The field of household finance has established a correlation between savings behavior and education, income, and race. This is partly explained by a high discount rate ultimately leading to low social status. Chapter 1 establishes causation in the opposite direction, with a relatively low social status position leading to a relatively high discount rate. The method used is experimental, with 154 subjects interacting in high- or low-status assignments. The subsequent change in intertemporal preference is significantly determined by the status assignment. The effect is strongest among the subjects who initially have higher discount rates and does not depend on the sex of the subject. This result implies low status consumers have higher discount rates and make worse financial choices because of their low social status, a finding that must be addressed in the regulation of consumer financial products.

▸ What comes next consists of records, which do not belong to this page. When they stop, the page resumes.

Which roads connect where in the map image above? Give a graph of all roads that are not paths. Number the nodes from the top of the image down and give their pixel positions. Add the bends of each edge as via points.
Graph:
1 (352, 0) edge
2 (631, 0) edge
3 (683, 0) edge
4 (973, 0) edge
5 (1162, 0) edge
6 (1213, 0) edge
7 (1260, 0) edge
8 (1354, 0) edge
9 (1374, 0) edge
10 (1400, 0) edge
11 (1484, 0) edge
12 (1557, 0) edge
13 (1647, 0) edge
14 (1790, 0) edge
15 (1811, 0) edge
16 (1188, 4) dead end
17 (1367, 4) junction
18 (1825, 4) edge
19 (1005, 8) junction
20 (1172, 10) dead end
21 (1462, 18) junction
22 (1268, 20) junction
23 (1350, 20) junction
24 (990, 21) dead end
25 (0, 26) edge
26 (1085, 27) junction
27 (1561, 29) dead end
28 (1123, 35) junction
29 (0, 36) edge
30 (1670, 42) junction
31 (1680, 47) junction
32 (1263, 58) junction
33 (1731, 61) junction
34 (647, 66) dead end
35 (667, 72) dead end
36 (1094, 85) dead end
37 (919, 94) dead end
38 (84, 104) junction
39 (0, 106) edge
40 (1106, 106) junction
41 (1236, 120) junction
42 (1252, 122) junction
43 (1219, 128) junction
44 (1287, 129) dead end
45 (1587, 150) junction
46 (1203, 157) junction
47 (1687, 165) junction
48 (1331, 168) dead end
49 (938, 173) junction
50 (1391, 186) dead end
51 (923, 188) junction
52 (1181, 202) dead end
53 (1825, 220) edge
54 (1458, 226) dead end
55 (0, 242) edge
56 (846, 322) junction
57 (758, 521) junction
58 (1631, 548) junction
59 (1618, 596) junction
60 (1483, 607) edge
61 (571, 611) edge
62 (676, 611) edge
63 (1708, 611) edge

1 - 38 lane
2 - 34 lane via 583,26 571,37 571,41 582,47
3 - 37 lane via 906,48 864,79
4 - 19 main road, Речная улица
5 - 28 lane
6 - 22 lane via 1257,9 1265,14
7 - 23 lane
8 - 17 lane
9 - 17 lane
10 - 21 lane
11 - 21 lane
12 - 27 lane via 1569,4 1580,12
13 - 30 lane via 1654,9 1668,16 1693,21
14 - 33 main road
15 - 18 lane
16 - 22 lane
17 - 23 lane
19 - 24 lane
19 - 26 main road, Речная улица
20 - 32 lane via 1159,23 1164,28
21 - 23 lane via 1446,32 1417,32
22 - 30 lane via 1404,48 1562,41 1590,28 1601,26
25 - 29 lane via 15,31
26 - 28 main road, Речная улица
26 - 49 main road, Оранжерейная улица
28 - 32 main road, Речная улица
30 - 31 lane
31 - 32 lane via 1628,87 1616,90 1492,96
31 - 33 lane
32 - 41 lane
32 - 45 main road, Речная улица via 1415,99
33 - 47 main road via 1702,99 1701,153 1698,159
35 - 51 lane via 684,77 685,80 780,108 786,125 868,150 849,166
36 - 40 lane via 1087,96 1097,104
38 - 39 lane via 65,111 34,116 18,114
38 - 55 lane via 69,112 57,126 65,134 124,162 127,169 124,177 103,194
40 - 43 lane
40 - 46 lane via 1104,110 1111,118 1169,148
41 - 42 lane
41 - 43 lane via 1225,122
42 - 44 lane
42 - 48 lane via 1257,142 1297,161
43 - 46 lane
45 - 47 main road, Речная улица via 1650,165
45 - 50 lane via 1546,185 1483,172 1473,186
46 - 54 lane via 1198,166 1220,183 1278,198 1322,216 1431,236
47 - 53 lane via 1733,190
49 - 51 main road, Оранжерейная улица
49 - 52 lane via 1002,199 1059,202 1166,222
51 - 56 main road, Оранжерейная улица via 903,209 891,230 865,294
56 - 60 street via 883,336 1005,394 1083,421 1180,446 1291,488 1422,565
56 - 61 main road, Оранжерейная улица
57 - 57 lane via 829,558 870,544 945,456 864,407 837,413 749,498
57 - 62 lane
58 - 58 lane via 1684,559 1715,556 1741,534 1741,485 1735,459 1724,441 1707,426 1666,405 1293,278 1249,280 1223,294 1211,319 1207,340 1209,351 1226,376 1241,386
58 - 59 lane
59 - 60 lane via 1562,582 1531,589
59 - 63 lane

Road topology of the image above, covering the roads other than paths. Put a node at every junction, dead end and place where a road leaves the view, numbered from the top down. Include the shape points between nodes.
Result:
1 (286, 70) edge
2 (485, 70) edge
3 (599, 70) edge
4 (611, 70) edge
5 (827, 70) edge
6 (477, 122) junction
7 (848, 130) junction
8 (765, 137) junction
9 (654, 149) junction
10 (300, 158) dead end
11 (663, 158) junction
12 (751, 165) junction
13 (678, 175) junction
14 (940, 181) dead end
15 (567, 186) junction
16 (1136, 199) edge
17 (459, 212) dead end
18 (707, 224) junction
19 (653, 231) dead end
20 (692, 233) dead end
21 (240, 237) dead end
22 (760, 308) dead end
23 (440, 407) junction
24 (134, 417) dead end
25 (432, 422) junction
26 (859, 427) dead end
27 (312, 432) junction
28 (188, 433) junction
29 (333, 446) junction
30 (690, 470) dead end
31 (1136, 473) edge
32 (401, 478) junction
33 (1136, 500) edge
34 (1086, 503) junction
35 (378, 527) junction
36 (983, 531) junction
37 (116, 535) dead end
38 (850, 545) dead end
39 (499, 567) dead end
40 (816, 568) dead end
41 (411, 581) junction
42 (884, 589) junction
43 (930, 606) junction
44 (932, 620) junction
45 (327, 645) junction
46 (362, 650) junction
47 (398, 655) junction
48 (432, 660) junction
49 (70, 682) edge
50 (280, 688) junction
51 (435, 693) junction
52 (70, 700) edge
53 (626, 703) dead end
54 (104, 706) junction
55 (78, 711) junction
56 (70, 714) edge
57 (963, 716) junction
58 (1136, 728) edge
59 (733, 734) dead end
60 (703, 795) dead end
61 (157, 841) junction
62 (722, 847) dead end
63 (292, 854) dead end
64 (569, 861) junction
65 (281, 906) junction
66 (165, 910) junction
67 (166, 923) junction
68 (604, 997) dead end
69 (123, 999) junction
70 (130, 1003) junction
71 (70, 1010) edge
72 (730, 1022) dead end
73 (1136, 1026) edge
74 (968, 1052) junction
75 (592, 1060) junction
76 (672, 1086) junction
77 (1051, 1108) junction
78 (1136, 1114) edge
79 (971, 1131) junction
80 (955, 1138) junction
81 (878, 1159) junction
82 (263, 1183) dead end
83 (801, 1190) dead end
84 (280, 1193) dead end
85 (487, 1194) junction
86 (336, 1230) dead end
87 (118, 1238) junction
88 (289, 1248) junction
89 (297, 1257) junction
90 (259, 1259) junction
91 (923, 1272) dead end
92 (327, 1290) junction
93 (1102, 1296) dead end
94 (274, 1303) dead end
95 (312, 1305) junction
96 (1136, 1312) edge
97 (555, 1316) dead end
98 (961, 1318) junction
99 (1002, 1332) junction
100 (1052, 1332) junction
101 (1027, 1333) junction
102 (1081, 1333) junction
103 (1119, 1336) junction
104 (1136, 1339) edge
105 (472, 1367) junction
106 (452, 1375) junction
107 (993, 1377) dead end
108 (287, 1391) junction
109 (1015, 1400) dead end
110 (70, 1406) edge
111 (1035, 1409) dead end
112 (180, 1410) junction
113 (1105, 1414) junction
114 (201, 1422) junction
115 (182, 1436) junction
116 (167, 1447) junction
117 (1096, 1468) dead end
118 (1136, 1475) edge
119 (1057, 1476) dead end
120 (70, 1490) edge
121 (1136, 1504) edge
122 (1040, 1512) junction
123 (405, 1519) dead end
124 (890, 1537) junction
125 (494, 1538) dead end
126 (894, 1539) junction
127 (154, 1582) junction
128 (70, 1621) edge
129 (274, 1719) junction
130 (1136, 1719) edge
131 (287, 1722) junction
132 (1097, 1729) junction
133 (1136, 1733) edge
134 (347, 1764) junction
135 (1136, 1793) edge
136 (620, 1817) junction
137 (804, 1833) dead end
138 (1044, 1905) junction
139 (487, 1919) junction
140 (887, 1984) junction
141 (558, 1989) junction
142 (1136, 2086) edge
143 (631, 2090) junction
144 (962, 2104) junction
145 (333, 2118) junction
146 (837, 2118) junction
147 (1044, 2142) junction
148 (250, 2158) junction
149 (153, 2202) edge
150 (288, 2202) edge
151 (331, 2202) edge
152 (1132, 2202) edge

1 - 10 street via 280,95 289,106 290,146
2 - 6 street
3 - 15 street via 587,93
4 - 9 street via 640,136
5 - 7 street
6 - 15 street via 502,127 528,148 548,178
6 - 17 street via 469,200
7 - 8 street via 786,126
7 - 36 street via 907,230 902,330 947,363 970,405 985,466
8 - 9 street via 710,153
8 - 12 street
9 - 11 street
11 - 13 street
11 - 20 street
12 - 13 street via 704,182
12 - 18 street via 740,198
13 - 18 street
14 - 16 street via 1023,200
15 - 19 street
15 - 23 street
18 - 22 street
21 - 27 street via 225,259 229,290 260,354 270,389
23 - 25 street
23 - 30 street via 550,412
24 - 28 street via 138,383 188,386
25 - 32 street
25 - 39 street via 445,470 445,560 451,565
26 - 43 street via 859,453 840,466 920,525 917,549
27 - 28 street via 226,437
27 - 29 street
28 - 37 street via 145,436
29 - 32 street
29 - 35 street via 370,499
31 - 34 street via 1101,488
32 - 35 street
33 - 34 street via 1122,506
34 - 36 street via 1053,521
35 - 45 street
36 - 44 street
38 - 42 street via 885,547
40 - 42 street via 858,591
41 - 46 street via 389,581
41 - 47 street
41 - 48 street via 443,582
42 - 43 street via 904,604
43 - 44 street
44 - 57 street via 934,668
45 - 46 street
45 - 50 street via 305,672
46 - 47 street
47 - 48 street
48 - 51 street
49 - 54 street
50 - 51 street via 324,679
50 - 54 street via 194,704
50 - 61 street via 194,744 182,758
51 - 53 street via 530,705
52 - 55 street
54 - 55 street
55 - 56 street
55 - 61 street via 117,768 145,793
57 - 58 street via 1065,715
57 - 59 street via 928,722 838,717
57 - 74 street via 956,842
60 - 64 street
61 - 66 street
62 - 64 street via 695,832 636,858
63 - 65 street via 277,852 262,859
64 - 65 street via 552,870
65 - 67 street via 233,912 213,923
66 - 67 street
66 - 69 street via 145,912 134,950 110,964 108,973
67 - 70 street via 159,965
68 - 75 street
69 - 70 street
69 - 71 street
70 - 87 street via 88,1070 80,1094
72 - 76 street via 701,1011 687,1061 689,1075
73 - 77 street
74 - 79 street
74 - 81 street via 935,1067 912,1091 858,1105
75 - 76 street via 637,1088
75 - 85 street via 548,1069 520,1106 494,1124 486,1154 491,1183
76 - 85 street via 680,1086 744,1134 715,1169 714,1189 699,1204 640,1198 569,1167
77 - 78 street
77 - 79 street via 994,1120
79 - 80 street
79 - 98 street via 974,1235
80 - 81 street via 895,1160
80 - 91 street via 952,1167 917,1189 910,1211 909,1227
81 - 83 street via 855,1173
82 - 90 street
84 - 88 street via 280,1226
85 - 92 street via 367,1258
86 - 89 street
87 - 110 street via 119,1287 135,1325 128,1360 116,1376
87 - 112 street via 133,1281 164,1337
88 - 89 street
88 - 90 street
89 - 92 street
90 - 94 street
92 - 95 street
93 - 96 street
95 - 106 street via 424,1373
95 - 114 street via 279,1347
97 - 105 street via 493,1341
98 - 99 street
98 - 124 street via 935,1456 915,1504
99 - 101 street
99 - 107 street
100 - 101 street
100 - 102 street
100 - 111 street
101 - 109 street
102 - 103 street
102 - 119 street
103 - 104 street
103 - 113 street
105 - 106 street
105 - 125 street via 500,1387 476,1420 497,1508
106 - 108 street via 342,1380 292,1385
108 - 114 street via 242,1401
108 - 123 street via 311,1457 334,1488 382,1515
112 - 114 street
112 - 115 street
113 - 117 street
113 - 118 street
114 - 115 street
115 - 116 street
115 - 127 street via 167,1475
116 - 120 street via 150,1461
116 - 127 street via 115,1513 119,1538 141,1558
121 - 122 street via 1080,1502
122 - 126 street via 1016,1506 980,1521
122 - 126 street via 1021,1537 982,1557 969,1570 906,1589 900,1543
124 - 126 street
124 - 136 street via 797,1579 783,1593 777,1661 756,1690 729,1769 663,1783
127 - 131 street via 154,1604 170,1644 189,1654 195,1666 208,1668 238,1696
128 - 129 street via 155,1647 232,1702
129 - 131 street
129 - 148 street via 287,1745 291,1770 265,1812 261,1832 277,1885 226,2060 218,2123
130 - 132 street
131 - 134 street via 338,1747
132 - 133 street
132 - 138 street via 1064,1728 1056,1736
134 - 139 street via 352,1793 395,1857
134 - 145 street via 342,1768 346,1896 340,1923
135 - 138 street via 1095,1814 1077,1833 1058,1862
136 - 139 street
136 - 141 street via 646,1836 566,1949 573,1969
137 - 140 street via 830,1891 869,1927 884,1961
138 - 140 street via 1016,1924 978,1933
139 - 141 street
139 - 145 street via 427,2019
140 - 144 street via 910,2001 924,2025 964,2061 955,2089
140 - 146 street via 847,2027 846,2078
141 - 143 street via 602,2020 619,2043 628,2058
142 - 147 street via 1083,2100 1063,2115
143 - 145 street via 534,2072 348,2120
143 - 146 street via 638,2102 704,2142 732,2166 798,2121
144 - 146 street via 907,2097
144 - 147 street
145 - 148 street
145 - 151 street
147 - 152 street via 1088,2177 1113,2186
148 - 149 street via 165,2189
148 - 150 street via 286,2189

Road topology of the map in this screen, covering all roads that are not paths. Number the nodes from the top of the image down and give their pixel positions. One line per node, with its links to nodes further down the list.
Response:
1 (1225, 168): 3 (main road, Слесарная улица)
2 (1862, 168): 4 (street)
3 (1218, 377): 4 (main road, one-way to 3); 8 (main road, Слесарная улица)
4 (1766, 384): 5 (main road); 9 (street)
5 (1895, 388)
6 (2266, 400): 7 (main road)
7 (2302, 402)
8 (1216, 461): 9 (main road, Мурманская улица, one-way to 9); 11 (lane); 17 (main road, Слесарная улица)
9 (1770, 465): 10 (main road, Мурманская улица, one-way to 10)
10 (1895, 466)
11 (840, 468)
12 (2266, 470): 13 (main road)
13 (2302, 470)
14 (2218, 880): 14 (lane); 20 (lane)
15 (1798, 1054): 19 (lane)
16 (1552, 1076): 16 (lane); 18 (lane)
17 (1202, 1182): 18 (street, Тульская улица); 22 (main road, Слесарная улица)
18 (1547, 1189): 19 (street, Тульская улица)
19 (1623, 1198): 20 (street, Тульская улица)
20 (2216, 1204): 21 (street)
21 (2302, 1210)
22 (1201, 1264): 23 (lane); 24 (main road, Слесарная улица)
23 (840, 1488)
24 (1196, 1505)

The evolution of uniquely exaggerated traits in humans is a topic that generates considerable interest and debate. In Chapter 2 I present an integrated theory that is based on the relationship between the individual and the group. This relationship involves diverse incentives---rewards and punishments---being applied by societies to their members, creating an evolutionary force. While the implications of direct incentives have been considered previously, I propose an indirect and potentially far more powerful incentive: social status. Through the awarding and withholding of social status, societies favor diverse psychological and morphological traits including intelligence, knowledge, norm-following, language ability, singing ability, and altruism towards one's group. Social status grants individuals proximate benefits in social interactions and ultimate benefits in inclusive fitness, at least in pre-industrial societies. Hence social status acts as a social incentive and is a component of a wider evolutionary force that I term prosocial selection. In discussing the social bases of prosocial selection, I highlight both the desire of group members to have incentive systems that benefit themselves, and group selection, here the selection of groups with fitter incentive systems. In discussing the psychological bases of prosocial selection, I highlight genetic predisposition, behavioral conditioning, awareness of intrinsic incentives, and awareness of social incentives. Finally, I discuss the altruism generated through prosocial selection, termed social altruism, and contrast it with established theories of altruism. As a coherent theory of the evolution of many human behaviors, prosocial selection requires a considered debate.

Why are low-income households less likely to save than high-income households? In Chapter 3, I argue the cross-sectional relationship is explained by low status consumers being more impulsive. Formal tests using the Survey of Consumer Finances support this Status and Impulsiveness Hypothesis, while the Permanent Income Hypothesis and the Life Cycle Hypothesis are not supported. A decomposition of income allows me to determine the relative contributions of the different hypotheses towards the Income-Savings relationship: the SIH explains 85%; the PIH 14%; and the LCH 1%.